AWS Partner Network (APN) Blog
Modernize Legacy Batch Job Platform Using Event-Driven Cloud-Native Architecture
By Mittal Bhiogade, Chief IT Architect – Resolution Life
By Hitesh Bagchi, Chief Architect – Cognizant
By Pratip Bagchi, Sr. Partner Solutions Architect – AWS
Cognizant |
Large enterprise customers depend heavily on commercial off the shelf (COTS) products for scheduling jobs or running batch jobs. They play a crucial role in integrating multiple disparate applications by providing services to schedule, orchestrate, manage, and monitor batch jobs to enable process automation and improve efficiency.
During the digital transformation journey, some customers want to lift and shift those COTS products to avoid any changes in their enterprise ecosystem. Many customers take this opportunity to move to a modern architecture primarily to leave proprietary license locks and achieve optimum operational excellence to run predictable scheduled batch jobs.
In most cases, enterprises are usually running custom-built batch jobs built on top of a COTS platform. While custom batch jobs can undergo some migration to make them more cloud-friendly, COTS platform modernization poses a different kind of challenge.
These COTS products are often not cloud-native, which prevents them from taking advantage of the various cloud services. Though they can be deployed to hosted cloud infrastructures, using Amazon Elastic Compute Cloud (Amazon EC2) as compute and Amazon Relational Database Service (Amazon RDS) as a database platform, their use of cloud is limited to infrastructure as a service (IaaS).
In this post, we will describe how Resolution Life US (RLUS) collaborated with Cognizant and Amazon Web Services (AWS) to modernize its on-premises third-party enterprise job scheduler with an event-driven custom scheduler solution using Amazon FSx, AWS Step Functions, Amazon EventBridge, and AWS Lambda.
This modernized serverless solution approach helped Resolution Life US to achieve over 40% operational cost reduction by eliminating commercial license cost. It also enabled them to achieve complete end-to-end process automation with over 4X performance efficiency.
Resolution Life US is one of the reputed U.S. life insurance groups focusing on the acquisition and management of portfolios of life insurance policies. RLUS is a leading provider to life and annuity customers in the United States and delivers a data-driven, artificial intelligence (AI)-enabled and people-focused service. RLUS serves the needs of over 1.1 million policyholders while managing over US$ $29 billion of assets.
Cognizant is an AWS Premier Tier Services Partner with six AWS Competency designations.
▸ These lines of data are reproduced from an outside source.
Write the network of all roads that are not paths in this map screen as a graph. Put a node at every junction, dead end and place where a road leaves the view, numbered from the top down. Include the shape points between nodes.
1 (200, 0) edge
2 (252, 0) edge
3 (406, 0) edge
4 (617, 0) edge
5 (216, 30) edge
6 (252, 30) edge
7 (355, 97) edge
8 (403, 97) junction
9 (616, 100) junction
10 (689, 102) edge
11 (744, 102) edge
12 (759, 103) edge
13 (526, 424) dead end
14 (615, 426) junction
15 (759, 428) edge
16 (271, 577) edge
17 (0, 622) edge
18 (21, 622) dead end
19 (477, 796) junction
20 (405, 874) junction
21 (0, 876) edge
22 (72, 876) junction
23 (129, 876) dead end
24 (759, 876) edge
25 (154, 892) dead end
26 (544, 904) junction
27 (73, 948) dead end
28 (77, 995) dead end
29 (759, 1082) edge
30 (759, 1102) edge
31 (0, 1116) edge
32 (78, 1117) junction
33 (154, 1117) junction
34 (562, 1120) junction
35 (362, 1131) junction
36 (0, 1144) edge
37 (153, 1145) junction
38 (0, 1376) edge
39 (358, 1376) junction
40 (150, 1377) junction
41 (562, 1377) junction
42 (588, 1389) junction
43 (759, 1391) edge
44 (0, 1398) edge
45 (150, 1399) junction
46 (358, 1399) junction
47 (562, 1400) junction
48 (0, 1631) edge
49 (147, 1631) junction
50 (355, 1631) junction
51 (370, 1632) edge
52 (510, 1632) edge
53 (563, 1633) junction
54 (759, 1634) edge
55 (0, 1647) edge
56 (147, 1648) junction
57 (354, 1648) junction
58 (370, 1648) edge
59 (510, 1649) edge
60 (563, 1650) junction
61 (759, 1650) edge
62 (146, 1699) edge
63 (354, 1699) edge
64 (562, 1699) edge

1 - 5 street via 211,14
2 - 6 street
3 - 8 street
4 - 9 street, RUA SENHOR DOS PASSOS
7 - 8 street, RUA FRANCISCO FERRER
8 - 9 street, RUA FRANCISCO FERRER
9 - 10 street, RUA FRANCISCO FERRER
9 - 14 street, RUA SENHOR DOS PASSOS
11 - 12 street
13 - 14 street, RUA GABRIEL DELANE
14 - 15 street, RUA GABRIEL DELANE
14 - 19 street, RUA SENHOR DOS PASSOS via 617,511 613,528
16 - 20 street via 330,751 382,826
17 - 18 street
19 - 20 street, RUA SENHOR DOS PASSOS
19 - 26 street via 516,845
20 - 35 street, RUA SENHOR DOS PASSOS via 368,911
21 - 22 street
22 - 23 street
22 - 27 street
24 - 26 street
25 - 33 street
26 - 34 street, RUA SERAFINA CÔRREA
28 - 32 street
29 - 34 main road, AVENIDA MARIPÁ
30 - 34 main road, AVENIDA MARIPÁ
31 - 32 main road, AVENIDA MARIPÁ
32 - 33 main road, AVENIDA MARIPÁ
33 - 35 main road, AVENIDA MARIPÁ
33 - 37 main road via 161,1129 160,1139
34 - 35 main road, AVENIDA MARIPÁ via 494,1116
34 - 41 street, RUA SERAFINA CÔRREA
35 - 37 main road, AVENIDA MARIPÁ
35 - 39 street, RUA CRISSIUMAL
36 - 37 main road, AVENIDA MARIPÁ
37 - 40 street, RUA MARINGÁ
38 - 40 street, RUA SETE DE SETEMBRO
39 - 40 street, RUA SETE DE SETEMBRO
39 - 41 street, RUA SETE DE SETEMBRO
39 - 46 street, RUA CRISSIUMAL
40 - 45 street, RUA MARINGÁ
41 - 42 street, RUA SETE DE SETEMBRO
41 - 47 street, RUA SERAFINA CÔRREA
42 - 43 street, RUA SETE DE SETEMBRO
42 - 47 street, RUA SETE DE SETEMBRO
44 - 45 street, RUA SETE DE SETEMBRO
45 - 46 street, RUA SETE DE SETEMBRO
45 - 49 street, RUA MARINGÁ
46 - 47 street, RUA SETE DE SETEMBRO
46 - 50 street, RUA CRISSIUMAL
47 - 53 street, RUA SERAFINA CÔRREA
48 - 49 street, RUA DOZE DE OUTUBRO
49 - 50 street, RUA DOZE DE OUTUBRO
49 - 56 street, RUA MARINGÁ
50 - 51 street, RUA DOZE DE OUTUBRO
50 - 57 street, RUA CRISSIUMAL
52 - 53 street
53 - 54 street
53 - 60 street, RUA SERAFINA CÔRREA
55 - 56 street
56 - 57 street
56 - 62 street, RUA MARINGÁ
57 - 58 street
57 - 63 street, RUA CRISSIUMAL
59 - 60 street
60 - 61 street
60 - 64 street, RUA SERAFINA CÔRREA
Cognizant is also a member of the AWS Managed Cloud Services Provider (MSP) and AWS Well-Architected Partner Programs.
Legacy Architecture and Challenges
The RLUS enterprise systems consist of several COTS applications which are the foundation of critical life insurance business processes. These jobs are used for reinsurance premium calculations, securities valuations, scenario generations, financial ledger management, and other standard life insurance processes.
In the existing system, the batch jobs of these applications were orchestrated using a commercial enterprise job scheduler and leveraging agents running collocated on the same virtual machine as the COTS jobs to manage and monitor the jobs across multiple servers.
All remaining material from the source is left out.